**What the task asks**
What lines of the data below hold "name"? Show them.

- - -

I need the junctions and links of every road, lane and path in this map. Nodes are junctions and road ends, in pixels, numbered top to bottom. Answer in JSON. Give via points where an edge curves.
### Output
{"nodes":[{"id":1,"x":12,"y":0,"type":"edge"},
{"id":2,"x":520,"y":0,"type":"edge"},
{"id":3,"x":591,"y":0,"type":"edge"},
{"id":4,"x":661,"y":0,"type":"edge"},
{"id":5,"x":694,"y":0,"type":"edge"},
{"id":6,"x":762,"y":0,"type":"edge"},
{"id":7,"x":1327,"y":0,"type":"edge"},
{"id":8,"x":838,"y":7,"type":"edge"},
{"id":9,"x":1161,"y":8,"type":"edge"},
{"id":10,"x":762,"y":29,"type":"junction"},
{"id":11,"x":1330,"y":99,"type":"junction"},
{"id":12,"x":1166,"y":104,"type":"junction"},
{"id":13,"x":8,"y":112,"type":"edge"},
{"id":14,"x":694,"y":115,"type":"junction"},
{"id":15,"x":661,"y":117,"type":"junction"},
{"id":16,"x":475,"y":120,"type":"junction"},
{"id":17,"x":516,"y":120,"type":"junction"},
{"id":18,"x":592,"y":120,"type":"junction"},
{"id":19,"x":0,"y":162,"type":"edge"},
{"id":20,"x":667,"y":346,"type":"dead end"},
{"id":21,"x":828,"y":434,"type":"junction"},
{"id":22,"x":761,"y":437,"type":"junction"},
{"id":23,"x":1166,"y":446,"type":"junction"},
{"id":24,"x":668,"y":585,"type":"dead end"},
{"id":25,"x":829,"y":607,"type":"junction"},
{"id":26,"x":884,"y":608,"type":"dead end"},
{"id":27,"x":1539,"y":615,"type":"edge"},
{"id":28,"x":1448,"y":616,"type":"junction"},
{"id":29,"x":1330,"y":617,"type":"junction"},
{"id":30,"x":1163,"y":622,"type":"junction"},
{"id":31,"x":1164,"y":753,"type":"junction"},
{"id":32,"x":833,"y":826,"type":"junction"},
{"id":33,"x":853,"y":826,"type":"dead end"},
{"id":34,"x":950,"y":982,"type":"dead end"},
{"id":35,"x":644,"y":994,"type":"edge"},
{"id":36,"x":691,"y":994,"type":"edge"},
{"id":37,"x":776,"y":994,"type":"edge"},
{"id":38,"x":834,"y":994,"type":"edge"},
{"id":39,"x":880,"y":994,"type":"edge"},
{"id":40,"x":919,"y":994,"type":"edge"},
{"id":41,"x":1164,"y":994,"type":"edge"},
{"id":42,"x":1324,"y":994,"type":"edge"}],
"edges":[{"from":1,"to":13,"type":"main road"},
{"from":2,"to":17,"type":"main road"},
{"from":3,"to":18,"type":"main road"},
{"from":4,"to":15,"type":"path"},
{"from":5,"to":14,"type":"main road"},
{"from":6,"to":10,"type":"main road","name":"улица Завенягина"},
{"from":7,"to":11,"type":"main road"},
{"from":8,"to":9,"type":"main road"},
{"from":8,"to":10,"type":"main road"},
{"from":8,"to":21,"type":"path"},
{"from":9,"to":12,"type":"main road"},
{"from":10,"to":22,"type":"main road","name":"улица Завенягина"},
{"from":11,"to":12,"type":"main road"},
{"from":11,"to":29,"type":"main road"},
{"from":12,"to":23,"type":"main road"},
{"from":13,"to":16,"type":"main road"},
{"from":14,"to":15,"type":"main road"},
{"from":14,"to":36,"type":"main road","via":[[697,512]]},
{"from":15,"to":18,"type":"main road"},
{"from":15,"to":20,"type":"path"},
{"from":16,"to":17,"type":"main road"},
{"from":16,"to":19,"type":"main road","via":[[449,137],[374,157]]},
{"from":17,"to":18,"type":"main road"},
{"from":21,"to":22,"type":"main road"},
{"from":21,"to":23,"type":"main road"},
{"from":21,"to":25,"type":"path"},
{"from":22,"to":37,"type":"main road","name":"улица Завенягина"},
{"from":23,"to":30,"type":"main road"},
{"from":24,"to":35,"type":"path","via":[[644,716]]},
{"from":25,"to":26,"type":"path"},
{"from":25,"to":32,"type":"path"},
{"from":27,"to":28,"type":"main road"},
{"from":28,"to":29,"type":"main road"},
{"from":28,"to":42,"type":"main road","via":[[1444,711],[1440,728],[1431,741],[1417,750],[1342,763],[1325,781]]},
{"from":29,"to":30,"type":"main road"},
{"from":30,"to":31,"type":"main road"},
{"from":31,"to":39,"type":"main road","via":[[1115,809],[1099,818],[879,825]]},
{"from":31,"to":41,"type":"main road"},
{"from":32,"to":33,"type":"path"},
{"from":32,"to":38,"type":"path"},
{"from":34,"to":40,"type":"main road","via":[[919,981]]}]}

- - -

**Output of the exercise**
{"from":6,"to":10,"type":"main road","name":"улица Завенягина"},
{"from":10,"to":22,"type":"main road","name":"улица Завенягина"},
{"from":22,"to":37,"type":"main road","name":"улица Завенягина"},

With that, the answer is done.